The Chronicles of Riddick - Alan Dean Foster [97]
Led by Riddick, Kyra and the Guv reached the near edge of the runway. Amazed that they had actually made it this far, the Guv offered an evaluation that emerged as a war cry.
“We might goddamn well do this!”
To an outsider, it looked as if they actually might. But an outsider would probably not have seen Vaako, who had positioned himself advantageously to unleash a personal withering crossfire on the three survivors. Sighting in carefully on Riddick, he fired his weapon.
In the split second between the time the commander’s finger tightened on the trigger of his rifle and the burst he let loose crossed the intervening space, Riddick moved. Just missing, the powerful blast from the heavy weapon slammed into the runway and blew him right off his feet, sending him tumbling hard to the ground. Seeing the fugitives go down, a pair of pursuing soldiers accelerated, closing for the kill.
Only to be intercepted by Kyra, howling defiance. Harried by the ferocious little harridan, they were forced to postpone the coup de grace to deal with her first. Letting them think they were forcing her backward, she continued to fend them off, leading them in the opposite direction, away from the two men lying on the ground—one dead, the other dazed.
There was another, however, who was not distracted. Rising and racing forward, Vaako rapidly closed the distance between himself and the big man. He could feel his quarry’s neck beneath his fingers, could anticipate the cracking of bones, could. . . .
Something slammed into him hard from behind. Surprised, he fought and rolled. The man who had knocked him down was nothing more than a convict, a lesser specimen of the human species. His expression as he fought with the Necromonger commander was an odd mix of resignation and determination, with just an inexplicable hint of amusement—as if death had been his companion for so long he had come to regard it as a companion and not an enemy.
Worn out from the debilitating run across the unsparing surface of Crematoria, exhausted by the exertions that had been demanded of his body, the Guv was no match for the energetic and rested Vaako. Finally lifting the other man over his head, the Commander brought him down in a move that was as simple as it was fatal, breaking his adversary’s spine. It had been an interruption, a divertissement—nothing more. Pivoting away from the motionless body, he turned once more toward his principal quarry.
He arrived as Riddick, tired and bruised, the wind knocked out of him, was still struggling to get to his knees. Nodding slowly to himself, knowing it was over now, Vaako advanced the rest of the way at leisure.
“So you can kneel. Not that it matters. You were given the choice, between the Way, and this way.” Drawing his sidearm, he stood over the wounded creature and unhurriedly raised the muzzle toward the big man’s head.

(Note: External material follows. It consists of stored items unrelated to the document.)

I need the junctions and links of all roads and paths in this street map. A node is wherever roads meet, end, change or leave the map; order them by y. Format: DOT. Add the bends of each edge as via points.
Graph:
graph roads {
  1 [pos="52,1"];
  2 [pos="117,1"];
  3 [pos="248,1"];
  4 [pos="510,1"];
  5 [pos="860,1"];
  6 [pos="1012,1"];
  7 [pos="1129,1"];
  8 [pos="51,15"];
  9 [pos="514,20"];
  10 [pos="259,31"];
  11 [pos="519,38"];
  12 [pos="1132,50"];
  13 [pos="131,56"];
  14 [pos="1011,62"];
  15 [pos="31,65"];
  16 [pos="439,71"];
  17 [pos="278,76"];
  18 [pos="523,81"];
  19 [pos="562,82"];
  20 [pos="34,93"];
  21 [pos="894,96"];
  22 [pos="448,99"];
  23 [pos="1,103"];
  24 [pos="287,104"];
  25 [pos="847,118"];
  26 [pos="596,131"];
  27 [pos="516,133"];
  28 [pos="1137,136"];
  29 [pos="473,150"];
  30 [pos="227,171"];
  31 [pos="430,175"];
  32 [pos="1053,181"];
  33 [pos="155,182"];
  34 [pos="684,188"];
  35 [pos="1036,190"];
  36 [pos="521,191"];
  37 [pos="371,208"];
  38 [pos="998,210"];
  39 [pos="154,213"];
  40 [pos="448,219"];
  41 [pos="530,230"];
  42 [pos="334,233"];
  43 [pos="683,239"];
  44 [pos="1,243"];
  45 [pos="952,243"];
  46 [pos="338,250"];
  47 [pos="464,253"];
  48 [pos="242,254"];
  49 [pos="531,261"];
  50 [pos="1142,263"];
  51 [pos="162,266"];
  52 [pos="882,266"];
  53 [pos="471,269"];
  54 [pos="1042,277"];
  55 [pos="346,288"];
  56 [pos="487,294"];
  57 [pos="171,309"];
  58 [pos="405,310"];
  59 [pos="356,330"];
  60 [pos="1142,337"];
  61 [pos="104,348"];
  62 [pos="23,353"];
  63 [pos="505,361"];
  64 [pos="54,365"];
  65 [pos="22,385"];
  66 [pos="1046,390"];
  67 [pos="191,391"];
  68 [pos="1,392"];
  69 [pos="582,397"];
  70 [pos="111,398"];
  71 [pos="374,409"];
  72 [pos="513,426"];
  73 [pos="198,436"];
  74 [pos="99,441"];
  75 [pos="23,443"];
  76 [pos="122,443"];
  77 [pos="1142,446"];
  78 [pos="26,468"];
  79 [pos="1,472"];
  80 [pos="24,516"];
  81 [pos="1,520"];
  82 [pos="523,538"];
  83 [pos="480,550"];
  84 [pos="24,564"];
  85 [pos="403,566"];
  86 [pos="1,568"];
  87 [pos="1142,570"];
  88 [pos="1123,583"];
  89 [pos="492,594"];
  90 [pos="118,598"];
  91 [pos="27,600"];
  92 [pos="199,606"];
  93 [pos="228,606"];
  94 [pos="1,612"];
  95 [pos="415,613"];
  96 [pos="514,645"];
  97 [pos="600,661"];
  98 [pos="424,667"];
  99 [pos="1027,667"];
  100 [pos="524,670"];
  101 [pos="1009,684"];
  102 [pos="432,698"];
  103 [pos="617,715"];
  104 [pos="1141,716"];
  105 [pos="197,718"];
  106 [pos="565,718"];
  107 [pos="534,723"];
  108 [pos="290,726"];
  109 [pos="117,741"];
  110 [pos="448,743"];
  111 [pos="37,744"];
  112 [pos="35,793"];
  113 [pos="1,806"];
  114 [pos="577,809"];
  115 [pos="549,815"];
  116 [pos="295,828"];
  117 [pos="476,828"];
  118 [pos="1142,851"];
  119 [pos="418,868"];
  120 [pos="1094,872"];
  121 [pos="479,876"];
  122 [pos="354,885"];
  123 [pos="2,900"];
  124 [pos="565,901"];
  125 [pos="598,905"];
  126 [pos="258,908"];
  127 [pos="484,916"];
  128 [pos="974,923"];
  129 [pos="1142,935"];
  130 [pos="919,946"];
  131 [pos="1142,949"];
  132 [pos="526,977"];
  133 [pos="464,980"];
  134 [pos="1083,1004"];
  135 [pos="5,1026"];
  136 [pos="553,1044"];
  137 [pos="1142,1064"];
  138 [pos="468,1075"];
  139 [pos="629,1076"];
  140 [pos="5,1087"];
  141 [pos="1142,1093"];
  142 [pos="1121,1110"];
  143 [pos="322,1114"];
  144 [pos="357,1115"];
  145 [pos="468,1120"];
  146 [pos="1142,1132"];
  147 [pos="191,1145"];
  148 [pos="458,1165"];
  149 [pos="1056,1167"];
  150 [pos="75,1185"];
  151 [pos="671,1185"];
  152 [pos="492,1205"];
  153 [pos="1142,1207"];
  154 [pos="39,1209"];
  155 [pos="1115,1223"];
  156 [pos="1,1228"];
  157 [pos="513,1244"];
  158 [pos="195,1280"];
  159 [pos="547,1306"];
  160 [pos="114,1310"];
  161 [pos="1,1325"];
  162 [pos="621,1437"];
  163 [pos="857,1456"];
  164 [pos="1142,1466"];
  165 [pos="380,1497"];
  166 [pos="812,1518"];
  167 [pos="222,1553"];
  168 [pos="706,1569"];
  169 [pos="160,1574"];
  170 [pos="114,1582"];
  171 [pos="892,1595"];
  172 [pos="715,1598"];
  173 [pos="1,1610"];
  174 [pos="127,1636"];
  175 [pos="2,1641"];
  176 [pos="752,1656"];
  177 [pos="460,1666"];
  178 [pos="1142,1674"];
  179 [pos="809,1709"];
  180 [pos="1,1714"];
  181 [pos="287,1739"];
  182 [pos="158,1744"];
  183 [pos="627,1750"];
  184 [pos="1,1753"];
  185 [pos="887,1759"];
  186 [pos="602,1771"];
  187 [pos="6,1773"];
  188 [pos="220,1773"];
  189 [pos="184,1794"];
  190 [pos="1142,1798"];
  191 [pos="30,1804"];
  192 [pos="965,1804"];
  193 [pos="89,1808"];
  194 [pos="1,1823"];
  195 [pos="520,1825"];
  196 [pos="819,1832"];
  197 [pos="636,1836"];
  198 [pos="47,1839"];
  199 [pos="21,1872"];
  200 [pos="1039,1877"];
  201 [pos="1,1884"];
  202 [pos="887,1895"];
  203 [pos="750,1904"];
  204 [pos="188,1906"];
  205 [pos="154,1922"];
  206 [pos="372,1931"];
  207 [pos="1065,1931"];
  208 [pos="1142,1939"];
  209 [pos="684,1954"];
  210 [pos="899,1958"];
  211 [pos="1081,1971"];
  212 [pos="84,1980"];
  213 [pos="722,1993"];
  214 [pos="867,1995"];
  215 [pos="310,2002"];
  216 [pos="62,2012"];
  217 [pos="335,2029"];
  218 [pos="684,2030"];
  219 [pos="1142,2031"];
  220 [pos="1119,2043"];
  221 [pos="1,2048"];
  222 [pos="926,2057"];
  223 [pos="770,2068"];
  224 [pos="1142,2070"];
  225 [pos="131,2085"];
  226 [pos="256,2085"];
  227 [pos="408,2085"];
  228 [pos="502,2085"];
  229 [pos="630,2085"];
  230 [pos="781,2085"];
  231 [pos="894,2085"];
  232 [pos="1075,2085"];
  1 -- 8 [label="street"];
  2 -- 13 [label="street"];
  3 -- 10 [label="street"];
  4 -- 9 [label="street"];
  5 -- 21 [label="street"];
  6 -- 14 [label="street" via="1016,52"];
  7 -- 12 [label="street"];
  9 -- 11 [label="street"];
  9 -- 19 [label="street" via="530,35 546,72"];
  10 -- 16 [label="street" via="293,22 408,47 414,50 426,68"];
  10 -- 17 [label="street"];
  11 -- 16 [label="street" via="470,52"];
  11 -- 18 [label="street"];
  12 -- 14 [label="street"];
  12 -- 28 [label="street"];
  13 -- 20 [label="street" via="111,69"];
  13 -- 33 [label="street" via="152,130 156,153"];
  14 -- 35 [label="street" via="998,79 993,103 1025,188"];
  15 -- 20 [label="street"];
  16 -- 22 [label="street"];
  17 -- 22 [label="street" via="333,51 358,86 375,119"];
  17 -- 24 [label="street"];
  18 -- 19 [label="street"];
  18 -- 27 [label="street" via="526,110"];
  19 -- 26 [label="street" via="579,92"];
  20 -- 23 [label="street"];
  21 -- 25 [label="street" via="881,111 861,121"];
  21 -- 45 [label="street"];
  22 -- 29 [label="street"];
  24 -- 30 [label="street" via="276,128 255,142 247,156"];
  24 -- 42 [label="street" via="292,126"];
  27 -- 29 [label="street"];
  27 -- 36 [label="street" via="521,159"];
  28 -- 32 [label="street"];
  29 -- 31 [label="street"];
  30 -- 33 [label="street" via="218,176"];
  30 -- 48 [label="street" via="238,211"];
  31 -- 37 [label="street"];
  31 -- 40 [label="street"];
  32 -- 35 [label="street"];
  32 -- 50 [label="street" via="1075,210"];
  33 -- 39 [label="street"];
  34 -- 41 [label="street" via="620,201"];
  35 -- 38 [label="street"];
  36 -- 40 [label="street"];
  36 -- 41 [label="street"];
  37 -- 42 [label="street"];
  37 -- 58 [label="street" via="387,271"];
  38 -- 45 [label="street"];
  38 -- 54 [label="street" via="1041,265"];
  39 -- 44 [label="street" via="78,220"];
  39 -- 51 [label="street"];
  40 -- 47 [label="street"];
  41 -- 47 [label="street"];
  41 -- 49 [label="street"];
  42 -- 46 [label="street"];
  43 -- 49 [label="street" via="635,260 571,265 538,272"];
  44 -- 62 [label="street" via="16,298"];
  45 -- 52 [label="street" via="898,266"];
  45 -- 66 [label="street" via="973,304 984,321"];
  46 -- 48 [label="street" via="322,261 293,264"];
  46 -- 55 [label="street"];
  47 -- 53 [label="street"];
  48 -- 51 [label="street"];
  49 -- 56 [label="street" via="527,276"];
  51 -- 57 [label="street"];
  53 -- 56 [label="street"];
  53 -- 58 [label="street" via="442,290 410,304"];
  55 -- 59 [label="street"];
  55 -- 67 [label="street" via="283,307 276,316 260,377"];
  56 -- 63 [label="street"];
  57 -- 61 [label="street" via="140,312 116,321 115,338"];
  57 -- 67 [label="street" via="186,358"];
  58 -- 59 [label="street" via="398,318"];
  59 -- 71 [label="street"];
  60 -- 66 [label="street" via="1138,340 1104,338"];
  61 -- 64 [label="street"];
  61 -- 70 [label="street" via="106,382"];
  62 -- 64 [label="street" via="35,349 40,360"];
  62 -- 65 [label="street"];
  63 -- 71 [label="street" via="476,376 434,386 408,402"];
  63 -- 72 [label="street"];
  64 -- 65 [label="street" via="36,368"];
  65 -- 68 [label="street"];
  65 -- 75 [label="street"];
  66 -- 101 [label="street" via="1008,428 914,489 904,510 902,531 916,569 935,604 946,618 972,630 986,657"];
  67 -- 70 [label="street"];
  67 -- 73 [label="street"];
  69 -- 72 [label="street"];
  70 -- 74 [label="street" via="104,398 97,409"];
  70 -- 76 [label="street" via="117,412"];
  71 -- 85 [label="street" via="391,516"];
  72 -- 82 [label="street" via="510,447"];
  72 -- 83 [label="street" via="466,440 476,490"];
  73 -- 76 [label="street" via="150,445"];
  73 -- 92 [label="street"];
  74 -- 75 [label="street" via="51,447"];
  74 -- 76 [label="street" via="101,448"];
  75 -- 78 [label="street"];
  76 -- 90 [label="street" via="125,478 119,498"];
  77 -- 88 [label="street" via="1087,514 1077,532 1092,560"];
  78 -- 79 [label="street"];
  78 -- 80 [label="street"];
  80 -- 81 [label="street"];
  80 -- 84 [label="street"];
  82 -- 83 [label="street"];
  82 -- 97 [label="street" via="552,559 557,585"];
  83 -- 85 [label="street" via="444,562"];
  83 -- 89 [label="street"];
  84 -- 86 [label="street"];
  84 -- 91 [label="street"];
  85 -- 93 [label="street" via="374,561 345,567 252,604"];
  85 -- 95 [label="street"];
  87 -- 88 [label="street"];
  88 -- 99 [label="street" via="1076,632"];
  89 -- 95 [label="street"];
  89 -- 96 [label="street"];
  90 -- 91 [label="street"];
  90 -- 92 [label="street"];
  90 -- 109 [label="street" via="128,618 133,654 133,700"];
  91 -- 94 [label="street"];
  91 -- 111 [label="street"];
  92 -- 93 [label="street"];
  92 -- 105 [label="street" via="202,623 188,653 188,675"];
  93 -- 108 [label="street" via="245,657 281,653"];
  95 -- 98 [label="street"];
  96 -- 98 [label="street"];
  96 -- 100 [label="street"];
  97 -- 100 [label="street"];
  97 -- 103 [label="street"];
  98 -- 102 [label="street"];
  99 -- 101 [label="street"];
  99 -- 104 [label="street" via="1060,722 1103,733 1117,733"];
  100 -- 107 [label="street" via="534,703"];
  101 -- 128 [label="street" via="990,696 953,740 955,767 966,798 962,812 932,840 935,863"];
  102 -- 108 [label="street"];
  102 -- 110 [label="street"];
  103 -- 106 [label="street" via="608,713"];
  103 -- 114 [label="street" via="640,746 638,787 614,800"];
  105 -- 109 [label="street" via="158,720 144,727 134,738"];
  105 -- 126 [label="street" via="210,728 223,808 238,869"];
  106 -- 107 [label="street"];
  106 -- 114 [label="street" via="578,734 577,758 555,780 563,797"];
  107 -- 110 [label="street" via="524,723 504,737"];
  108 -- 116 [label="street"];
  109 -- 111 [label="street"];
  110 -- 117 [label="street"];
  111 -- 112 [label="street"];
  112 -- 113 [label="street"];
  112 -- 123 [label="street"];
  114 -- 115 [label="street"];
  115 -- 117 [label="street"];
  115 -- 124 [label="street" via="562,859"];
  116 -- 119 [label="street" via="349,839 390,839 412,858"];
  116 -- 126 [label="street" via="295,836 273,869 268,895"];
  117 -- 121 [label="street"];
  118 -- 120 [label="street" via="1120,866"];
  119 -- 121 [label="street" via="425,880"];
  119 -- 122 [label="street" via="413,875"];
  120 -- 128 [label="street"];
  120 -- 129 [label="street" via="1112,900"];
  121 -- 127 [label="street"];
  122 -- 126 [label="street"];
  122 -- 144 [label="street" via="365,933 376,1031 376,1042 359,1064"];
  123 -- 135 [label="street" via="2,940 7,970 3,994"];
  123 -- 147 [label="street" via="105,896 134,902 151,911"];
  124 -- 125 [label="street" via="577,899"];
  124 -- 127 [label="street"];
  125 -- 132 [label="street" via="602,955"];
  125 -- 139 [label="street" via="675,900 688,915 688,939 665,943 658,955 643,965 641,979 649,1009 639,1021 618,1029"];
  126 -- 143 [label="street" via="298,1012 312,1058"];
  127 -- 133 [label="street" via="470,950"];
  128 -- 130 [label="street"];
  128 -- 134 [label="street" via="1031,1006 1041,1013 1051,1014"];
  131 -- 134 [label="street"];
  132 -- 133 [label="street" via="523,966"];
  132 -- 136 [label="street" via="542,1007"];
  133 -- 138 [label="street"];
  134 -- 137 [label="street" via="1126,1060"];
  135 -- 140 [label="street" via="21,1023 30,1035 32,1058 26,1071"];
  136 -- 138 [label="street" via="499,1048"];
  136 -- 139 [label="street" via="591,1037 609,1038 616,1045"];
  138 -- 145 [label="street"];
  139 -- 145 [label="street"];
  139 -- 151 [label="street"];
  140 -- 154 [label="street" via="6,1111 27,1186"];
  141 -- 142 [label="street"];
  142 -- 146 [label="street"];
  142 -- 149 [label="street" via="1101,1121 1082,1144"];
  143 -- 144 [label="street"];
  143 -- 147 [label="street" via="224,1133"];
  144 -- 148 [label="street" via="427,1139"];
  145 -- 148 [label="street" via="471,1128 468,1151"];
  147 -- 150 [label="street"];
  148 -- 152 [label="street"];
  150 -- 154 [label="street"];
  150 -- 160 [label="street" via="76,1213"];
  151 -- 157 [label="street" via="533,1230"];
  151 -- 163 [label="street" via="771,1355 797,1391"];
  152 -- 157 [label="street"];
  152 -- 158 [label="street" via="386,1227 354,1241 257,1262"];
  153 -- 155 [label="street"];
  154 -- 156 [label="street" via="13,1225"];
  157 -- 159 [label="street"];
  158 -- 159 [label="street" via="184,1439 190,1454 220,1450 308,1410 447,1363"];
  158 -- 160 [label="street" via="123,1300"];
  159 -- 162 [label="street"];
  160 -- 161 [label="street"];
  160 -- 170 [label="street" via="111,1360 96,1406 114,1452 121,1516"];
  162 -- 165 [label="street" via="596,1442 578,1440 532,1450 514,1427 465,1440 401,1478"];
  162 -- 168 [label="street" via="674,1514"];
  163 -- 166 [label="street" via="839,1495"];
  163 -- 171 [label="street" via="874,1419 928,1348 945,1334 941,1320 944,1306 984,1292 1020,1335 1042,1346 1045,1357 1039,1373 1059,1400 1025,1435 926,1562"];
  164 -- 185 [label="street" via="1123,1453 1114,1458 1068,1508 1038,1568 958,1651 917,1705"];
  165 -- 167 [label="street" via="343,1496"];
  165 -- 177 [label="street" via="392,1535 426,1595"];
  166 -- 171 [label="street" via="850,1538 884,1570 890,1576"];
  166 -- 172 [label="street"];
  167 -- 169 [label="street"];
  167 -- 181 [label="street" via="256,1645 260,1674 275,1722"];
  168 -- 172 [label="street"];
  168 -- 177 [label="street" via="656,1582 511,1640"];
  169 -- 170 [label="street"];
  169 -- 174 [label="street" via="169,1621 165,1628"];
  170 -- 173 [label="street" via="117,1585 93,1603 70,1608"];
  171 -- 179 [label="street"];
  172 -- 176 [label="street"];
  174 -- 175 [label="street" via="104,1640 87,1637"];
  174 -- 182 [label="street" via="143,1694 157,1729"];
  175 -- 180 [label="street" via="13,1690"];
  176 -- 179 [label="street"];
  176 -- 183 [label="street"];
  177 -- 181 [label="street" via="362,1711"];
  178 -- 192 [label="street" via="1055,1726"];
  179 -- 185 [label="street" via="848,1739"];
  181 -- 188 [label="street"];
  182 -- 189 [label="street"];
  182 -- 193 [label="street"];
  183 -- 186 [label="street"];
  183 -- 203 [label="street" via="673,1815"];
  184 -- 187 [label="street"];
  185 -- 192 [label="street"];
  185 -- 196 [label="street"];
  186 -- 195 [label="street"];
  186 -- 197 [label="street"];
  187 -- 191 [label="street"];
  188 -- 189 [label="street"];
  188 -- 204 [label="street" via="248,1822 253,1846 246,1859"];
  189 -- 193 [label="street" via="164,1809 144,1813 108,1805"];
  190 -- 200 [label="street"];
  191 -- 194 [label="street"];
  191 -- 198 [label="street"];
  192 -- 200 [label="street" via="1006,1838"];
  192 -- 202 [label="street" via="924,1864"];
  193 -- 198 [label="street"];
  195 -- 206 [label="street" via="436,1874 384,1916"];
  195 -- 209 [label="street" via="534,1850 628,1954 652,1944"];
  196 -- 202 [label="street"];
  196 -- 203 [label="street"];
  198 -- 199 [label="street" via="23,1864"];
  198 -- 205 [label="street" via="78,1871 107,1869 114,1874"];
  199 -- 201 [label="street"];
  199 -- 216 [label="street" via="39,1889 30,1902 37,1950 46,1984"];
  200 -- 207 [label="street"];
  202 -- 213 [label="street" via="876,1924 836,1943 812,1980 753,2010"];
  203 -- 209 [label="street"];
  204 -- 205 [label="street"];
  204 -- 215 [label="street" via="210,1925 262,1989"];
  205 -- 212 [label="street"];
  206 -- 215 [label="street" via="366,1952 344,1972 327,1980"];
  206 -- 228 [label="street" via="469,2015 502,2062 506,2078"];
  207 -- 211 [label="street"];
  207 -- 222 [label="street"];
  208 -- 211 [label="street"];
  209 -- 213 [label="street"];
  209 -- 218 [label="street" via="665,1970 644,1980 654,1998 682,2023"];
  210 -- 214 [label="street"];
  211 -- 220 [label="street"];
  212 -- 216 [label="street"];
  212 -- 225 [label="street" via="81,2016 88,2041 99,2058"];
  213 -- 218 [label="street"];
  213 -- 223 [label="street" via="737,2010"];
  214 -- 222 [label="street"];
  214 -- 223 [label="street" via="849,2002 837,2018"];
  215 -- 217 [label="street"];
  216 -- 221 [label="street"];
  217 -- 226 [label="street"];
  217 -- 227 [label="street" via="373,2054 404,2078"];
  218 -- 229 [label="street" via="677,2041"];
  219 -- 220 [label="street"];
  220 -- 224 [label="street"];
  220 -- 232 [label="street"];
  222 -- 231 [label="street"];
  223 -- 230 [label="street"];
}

He was going to die, Riddick knew. It didn’t trouble him. He had been expecting to die ever since he had been a child. Everything he had done since then, every effort he had expended, had been a rear-guard effort to postpone that inevitability. Now that it was at an end, he had no regrets. He had done all that he could do. All that any one man could do. He ought to be resigned, to let it come. To welcome an end to all the running, and fighting, and killing. There was only one problem.
He was still mad.
In his madness, time and space itself seemed to distort. The movements of the man standing before him, the man who had come to kill him, appeared to slow. The terrain around him warped, twisted. Instead of bare rock, there was forest. Instead of a heat-sink of a sky, clear blue and white clouds.
He knew he was losing consciousness when a figure stepped through his nascent assassin.
It was a figure he had seen before, in a dream. Or had it been a dream? The voice was the same as well; familiar, soothing, somehow reassuring.
“Remember what they did . . . ,” it was saying.
Time frozen, space constrained, she knelt beside him. As on the merc ship, a hand reached out toward him.